_Data shown_
····················

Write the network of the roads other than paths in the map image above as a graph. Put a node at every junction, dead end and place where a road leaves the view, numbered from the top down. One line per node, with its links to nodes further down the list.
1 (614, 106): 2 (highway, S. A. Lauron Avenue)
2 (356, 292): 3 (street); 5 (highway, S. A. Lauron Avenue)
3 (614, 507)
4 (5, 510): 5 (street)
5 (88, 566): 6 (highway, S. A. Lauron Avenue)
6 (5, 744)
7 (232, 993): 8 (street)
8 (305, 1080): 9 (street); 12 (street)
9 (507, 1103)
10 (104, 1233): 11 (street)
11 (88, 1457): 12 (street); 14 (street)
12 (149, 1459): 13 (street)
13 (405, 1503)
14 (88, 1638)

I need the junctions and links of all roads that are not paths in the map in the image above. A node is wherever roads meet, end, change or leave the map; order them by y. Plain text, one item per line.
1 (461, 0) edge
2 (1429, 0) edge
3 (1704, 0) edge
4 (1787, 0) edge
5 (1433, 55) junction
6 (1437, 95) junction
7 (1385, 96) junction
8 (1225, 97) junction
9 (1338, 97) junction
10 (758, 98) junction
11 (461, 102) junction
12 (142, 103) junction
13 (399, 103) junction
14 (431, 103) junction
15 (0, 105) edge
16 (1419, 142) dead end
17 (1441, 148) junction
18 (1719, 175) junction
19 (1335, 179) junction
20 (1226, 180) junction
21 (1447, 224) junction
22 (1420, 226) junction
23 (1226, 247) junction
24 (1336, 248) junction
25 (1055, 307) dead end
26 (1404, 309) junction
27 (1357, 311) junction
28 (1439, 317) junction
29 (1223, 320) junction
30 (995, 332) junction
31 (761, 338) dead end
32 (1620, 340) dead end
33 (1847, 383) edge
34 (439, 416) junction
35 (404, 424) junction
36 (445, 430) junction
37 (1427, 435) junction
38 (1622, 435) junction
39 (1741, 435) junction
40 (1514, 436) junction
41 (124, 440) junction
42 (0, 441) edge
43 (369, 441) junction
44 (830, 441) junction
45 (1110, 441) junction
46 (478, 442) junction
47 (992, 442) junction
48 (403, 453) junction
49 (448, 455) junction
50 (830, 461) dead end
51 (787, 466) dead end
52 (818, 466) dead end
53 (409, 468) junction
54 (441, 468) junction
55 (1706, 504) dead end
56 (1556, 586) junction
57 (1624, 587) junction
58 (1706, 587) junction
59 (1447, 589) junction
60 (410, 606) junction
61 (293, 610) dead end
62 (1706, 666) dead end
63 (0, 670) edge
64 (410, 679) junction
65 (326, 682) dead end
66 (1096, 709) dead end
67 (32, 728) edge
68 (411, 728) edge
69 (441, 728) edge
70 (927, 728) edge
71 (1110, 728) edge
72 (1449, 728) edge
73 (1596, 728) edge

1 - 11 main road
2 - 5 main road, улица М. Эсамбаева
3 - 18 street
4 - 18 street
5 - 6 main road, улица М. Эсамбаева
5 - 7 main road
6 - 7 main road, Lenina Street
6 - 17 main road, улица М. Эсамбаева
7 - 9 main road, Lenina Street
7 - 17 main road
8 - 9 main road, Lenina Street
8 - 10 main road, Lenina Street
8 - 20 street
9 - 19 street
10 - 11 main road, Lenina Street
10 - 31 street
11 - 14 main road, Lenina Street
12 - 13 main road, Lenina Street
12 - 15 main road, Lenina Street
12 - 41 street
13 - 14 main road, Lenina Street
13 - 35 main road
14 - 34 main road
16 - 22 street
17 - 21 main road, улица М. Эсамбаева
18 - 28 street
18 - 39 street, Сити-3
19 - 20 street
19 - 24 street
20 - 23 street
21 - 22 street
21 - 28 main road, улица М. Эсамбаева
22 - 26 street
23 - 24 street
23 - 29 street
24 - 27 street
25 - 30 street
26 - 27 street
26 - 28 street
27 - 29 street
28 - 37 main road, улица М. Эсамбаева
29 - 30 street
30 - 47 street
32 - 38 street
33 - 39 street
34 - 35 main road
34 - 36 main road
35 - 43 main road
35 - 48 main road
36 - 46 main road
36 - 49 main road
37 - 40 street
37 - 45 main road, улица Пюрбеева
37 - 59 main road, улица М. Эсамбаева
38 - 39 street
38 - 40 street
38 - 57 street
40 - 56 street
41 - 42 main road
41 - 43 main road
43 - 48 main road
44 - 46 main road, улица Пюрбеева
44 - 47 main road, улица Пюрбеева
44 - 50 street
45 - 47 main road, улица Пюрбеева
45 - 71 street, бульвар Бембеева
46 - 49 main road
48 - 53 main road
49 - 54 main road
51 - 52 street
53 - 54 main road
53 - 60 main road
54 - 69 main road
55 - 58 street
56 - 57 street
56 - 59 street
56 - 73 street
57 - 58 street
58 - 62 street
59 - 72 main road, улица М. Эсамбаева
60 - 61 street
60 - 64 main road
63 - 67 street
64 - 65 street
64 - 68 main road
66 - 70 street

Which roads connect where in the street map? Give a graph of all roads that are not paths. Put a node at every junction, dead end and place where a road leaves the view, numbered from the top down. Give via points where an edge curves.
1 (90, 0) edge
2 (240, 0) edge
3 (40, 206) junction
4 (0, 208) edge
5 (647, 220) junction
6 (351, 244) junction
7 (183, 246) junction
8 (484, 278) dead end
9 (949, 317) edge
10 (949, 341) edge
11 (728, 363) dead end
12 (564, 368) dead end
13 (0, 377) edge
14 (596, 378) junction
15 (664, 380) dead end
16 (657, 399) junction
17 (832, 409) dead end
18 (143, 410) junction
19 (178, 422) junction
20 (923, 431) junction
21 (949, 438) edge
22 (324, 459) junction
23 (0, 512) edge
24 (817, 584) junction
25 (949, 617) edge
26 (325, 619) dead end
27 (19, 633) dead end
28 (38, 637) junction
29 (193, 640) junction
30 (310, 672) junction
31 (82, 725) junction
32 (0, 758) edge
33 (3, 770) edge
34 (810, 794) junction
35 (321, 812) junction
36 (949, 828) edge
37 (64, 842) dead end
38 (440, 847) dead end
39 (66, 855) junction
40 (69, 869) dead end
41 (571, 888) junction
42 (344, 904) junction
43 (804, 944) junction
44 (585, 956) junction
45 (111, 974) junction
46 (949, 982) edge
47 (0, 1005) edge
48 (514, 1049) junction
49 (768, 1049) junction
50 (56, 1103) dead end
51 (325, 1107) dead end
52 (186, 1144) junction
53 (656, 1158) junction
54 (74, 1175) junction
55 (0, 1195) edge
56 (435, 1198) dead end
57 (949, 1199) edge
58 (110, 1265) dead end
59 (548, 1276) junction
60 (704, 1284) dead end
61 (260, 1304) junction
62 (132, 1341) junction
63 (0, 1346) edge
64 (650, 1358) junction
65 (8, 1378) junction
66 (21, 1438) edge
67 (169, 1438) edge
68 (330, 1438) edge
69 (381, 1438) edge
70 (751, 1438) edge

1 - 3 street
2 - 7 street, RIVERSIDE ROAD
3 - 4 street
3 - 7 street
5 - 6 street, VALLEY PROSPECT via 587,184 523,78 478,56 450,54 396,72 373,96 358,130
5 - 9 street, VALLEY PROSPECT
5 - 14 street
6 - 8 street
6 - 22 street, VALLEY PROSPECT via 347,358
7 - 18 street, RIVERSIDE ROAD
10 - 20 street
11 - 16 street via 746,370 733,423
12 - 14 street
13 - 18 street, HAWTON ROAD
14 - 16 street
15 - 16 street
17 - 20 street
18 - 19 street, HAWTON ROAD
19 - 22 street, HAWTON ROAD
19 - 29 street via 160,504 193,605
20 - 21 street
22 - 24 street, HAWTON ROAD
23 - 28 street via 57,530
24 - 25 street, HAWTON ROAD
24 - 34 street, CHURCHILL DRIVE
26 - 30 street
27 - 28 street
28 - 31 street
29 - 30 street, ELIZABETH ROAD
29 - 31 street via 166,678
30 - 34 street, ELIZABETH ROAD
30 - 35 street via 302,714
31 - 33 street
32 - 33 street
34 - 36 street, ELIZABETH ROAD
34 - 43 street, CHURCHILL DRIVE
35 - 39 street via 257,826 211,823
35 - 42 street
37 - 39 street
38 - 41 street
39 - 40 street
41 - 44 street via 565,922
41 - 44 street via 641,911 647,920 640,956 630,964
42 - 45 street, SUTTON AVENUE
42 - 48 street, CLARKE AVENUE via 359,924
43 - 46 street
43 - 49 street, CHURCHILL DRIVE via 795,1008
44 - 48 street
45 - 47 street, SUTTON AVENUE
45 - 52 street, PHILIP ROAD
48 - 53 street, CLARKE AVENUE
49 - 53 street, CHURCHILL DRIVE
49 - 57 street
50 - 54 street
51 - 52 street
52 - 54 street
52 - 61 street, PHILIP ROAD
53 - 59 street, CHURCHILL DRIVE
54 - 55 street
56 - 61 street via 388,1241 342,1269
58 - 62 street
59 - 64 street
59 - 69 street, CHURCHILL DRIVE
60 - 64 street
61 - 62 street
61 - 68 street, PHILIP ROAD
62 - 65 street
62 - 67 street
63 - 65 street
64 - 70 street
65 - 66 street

····················

_What to do_
Go through the entries above and tally each line that has the word "graph"; reply with the tally and nothing else.

_Solution to this exercise_
2